IMMU-04. OVERCOMING IMMUNE EVASION IN GLIOBLASTOMA

The negative phase 3 trial of anti-PD-1 in human glioblastoma (GBM) contradicts preclinical data showing eradication of GL261 mouse brain tumors by checkpoint inhibitors (CPI). To understand whether the tumor microenvironment contributed to this discrepancy, we immunoprofiled 19 human GBM tumors by CyTOF mass cytometry. We observed a macrophage-rich, T cell-poor microenvironment, with low PD-L1 expression. In contrast, GL261 tumors showed substantial T cell infiltration and high PD-L1 expression.
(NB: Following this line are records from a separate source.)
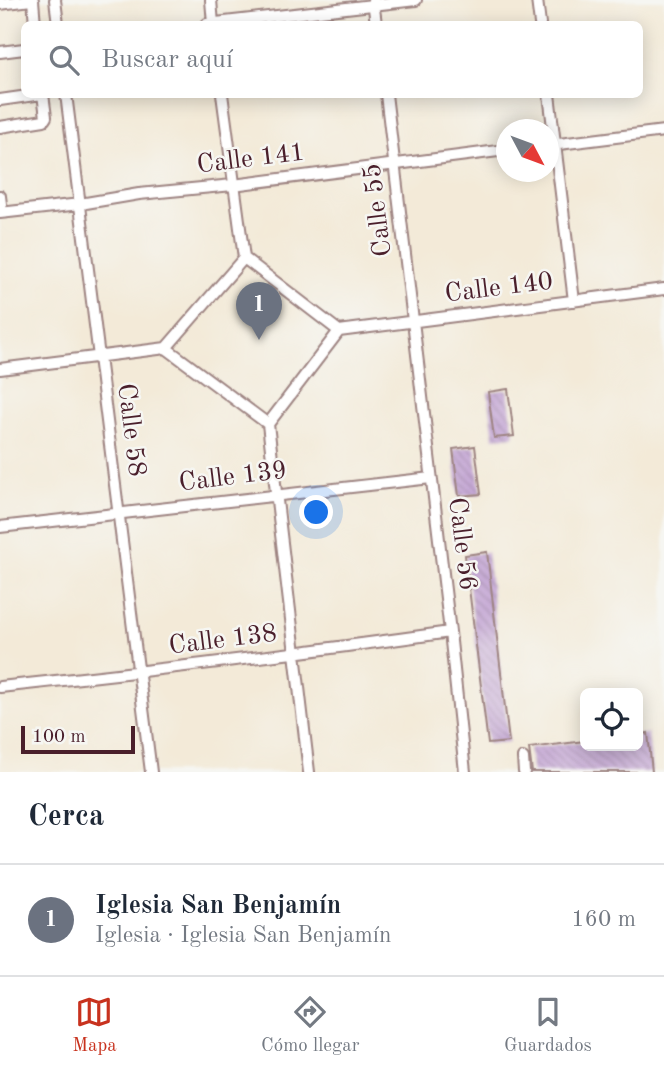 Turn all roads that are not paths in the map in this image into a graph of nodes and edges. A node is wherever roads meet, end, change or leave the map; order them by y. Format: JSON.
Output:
{"nodes":[{"id":1,"x":32,"y":0,"type":"edge"},
{"id":2,"x":55,"y":0,"type":"edge"},
{"id":3,"x":211,"y":0,"type":"edge"},
{"id":4,"x":416,"y":0,"type":"edge"},
{"id":5,"x":537,"y":0,"type":"edge"},
{"id":6,"x":373,"y":3,"type":"edge"},
{"id":7,"x":0,"y":4,"type":"edge"},
{"id":8,"x":35,"y":21,"type":"edge"},
{"id":9,"x":58,"y":21,"type":"edge"},
{"id":10,"x":213,"y":21,"type":"edge"},
{"id":11,"x":236,"y":21,"type":"edge"},
{"id":12,"x":376,"y":21,"type":"edge"},
{"id":13,"x":540,"y":21,"type":"edge"},
{"id":14,"x":21,"y":49,"type":"edge"},
{"id":15,"x":0,"y":52,"type":"edge"},
{"id":16,"x":21,"y":97,"type":"edge"},
{"id":17,"x":44,"y":98,"type":"edge"},
{"id":18,"x":67,"y":98,"type":"edge"},
{"id":19,"x":222,"y":98,"type":"edge"},
{"id":20,"x":387,"y":98,"type":"edge"},
{"id":21,"x":549,"y":98,"type":"edge"},
{"id":22,"x":0,"y":100,"type":"edge"},
{"id":23,"x":550,"y":119,"type":"edge"},
{"id":24,"x":0,"y":127,"type":"edge"},
{"id":25,"x":664,"y":131,"type":"edge"},
{"id":26,"x":559,"y":144,"type":"edge"},
{"id":27,"x":496,"y":151,"type":"edge"},
{"id":28,"x":395,"y":165,"type":"junction"},
{"id":29,"x":557,"y":182,"type":"edge"},
{"id":30,"x":233,"y":185,"type":"junction"},
{"id":31,"x":0,"y":196,"type":"edge"},
{"id":32,"x":80,"y":204,"type":"junction"},
{"id":33,"x":1,"y":213,"type":"edge"},
{"id":34,"x":244,"y":258,"type":"junction"},
{"id":35,"x":664,"y":289,"type":"edge"},
{"id":36,"x":574,"y":301,"type":"junction"},
{"id":37,"x":414,"y":321,"type":"junction"},
{"id":38,"x":339,"y":331,"type":"junction"},
{"id":39,"x":166,"y":348,"type":"junction"},
{"id":40,"x":99,"y":356,"type":"junction"},
{"id":41,"x":0,"y":369,"type":"edge"},
{"id":42,"x":268,"y":424,"type":"junction"},
{"id":43,"x":430,"y":478,"type":"junction"},
{"id":44,"x":277,"y":495,"type":"junction"},
{"id":45,"x":119,"y":513,"type":"junction"},
{"id":46,"x":0,"y":527,"type":"edge"},
{"id":47,"x":450,"y":632,"type":"junction"},
{"id":48,"x":294,"y":654,"type":"junction"},
{"id":49,"x":138,"y":673,"type":"junction"},
{"id":50,"x":0,"y":687,"type":"edge"},
{"id":51,"x":523,"y":758,"type":"dead end"},
{"id":52,"x":151,"y":772,"type":"edge"},
{"id":53,"x":309,"y":772,"type":"edge"},
{"id":54,"x":465,"y":772,"type":"edge"},
{"id":55,"x":524,"y":772,"type":"edge"}],
"edges":[{"from":1,"to":7,"type":"street"},
{"from":1,"to":8,"type":"street"},
{"from":2,"to":9,"type":"street"},
{"from":3,"to":10,"type":"street"},
{"from":4,"to":6,"type":"street"},
{"from":5,"to":13,"type":"street"},
{"from":6,"to":11,"type":"street"},
{"from":6,"to":12,"type":"street"},
{"from":14,"to":15,"type":"street"},
{"from":16,"to":22,"type":"street"},
{"from":17,"to":24,"type":"street"},
{"from":18,"to":32,"type":"street","name":"Calle 58"},
{"from":19,"to":30,"type":"street"},
{"from":20,"to":28,"type":"street","name":"Calle 55"},
{"from":21,"to":23,"type":"street"},
{"from":25,"to":26,"type":"street"},
{"from":27,"to":28,"type":"street","name":"Calle 141"},
{"from":28,"to":30,"type":"street","name":"Calle 141"},
{"from":28,"to":37,"type":"street","name":"Calle 55"},
{"from":29,"to":36,"type":"street"},
{"from":30,"to":32,"type":"street","name":"Calle 141"},
{"from":30,"to":34,"type":"street"},
{"from":31,"to":33,"type":"street"},
{"from":32,"to":33,"type":"street","name":"Calle 141"},
{"from":32,"to":40,"type":"street","name":"Calle 58"},
{"from":34,"to":38,"type":"street"},
{"from":34,"to":39,"type":"street"},
{"from":35,"to":36,"type":"street","name":"Calle 140"},
{"from":36,"to":37,"type":"street","name":"Calle 140"},
{"from":37,"to":38,"type":"street","name":"Calle 140"},
{"from":37,"to":43,"type":"street","name":"Calle 56"},
{"from":38,"to":42,"type":"street"},
{"from":39,"to":40,"type":"street"},
{"from":39,"to":42,"type":"street"},
{"from":40,"to":41,"type":"street"},
{"from":40,"to":45,"type":"street","name":"Calle 58"},
{"from":42,"to":44,"type":"street"},
{"from":43,"to":44,"type":"street","name":"Calle 139"},
{"from":43,"to":47,"type":"street","name":"Calle 56"},
{"from":44,"to":45,"type":"street","name":"Calle 139"},
{"from":44,"to":48,"type":"street"},
{"from":45,"to":46,"type":"street","name":"Calle 139"},
{"from":45,"to":49,"type":"street","name":"Calle 58"},
{"from":47,"to":48,"type":"street","name":"Calle 138"},
{"from":47,"to":54,"type":"street","name":"Calle 56"},
{"from":48,"to":49,"type":"street","name":"Calle 138"},
{"from":48,"to":53,"type":"street"},
{"from":49,"to":50,"type":"street","name":"Calle 138"},
{"from":49,"to":52,"type":"street","name":"Calle 58"},
{"from":51,"to":55,"type":"street"}]}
Seeking a model that more accurately reflects the immune landscape of human GBM, we immunoprofiled SB28, a C57BL/6-derived transplantable model of GBM driven by PDGFB, NRASG12D, and p53 loss. CyTOF analysis of SB28 revealed a macrophage-rich, T cell-poor, PD-L1-low microenvironment that recapitulates human GBM. Surprisingly, the efficacy of CPI (anti-PD-1 + anti-CTLA-4) treatment in SB28 was site-dependent. Subcutaneous SB28 flank tumors were eradicated by CPI in all mice, whereas intracranial tumors were refractory. CyTOF analysis revealed that MHC-II+ intratumoral macrophages were twice as frequent in subcutaneous versus intracranial tumors. Similarly, dendritic cells were abundant in subcutaneous tumor-draining lymph nodes, but absent in intracranial tumor-draining (cervical) lymph nodes. Mice previously cured of subcutaneous tumors rejected intracranial tumors upon rechallenge. Taken together, these results suggest that subcutaneous tumors allow superior antigen presentation, resulting in priming and sustained immunological memory after CPI. We then investigated FLT3-ligand, an essential cytokine for dendritic cell maturation, as a therapy to improve antigen presentation in mice with intracranial tumors. We administered recombinant FLT3-ligand intraperitoneally for 10 days after engraftment of intracranial tumors in naive hosts. FLT3-ligand dramatically increased the frequency of dendritic cells and CD8+ T cells in spleens and cervical lymph nodes. Notably, FLT3-ligand monotherapy also caused durable rejection of intracranial tumors in 30% of mice. These results indicate that sufficient T cell priming can confer immunological control of GBM, even in a macrophage-rich, T cell-poor microenvironment.